Google translate? Are you kidding?

Kind regards,

Rob.


----------



## Jappe (Jul 16, 2013)

RobPan said:


> Wrote to Datascrip (Canon importer/trader in Indonesia) several weeks ago, but received no reply. I will have to produce a translation myself.
> Thanks for your kind advice.
> 
> Rob.



For some reason emails are not very often answered in Indonesia...

If you/your friend is staying in Indonesia/Jakarta try Focus Nusantara for help: 

http://www.focusnusantara.com/

They are quite helpfull Canon dealer.


----------



## Vonbon (Jul 16, 2013)

You can try www.bhinneka.com/fotografi

I was buying nikon d7000 that comes with bahasa indonesia, and their sales person quite helpful to get me english downloadable link. I hope you can get the otherwise.

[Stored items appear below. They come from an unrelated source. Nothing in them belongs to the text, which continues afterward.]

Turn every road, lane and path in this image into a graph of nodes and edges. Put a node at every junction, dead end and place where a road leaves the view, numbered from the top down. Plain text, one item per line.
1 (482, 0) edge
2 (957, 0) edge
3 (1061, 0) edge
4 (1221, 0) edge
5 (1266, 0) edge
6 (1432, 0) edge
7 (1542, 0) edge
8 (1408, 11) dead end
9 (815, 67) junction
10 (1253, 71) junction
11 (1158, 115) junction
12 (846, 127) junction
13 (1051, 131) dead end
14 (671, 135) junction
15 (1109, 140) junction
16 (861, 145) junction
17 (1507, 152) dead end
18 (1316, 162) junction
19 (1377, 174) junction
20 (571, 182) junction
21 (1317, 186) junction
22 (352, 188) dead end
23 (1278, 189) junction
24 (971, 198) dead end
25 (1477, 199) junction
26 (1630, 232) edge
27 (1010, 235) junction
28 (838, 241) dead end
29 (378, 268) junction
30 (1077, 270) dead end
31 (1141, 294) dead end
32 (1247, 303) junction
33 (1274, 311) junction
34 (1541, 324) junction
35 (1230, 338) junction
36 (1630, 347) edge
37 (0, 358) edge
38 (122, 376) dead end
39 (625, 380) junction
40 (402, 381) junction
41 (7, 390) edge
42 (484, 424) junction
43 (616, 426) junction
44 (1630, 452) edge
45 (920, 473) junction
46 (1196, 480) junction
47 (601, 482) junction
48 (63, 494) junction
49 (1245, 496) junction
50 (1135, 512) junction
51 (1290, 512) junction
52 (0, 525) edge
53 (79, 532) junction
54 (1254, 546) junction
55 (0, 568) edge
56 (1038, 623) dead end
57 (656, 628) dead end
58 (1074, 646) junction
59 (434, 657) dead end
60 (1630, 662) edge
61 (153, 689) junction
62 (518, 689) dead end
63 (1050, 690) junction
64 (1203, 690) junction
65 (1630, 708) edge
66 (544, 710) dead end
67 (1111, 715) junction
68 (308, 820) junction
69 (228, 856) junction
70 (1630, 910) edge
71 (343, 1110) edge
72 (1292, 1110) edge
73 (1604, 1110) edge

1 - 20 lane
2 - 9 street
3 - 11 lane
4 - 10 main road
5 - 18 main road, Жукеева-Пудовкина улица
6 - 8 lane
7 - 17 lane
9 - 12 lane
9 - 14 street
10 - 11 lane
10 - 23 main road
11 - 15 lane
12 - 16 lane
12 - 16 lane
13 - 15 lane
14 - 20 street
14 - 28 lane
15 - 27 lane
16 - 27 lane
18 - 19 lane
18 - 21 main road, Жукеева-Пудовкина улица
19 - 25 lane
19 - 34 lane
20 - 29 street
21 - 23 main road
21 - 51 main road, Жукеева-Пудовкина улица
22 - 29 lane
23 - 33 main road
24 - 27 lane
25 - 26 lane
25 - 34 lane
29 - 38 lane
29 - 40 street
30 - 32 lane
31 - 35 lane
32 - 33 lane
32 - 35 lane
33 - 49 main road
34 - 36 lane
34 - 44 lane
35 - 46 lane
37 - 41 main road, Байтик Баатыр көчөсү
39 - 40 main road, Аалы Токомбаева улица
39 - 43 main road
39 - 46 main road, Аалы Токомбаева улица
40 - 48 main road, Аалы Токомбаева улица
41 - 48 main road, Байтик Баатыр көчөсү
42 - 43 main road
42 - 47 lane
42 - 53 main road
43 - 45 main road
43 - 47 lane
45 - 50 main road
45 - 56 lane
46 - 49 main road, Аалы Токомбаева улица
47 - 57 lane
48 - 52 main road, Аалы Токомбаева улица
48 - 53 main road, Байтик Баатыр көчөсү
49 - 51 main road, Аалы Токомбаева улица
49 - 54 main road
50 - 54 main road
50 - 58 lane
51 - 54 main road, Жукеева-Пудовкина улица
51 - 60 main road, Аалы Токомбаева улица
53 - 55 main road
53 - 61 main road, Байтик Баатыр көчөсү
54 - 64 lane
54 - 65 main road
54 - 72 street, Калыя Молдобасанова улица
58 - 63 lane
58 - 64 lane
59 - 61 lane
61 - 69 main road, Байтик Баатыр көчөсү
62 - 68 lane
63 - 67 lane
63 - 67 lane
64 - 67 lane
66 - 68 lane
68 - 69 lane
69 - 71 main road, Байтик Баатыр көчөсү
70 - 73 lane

My wife said, she got her photo lessons in Jakarta. Many camera stores can also offer some discount for basic tutorial. From my experience, these tutorials are more valuable than just a manual book.


----------



## RobPan (Aug 6, 2013)

Jappe, I mailed _focusnusantara.com_ and they replied that they did not have anything in Bahasa Indonesia. They are now contacting the importer (_Datascrip_) for me (they know the importer has not responded to may email).
Vonbon: I have not contacted _bhinneka_ yet. Might try later, I will let you know. 

Matur nuwun, wassalam,

Rob.


----------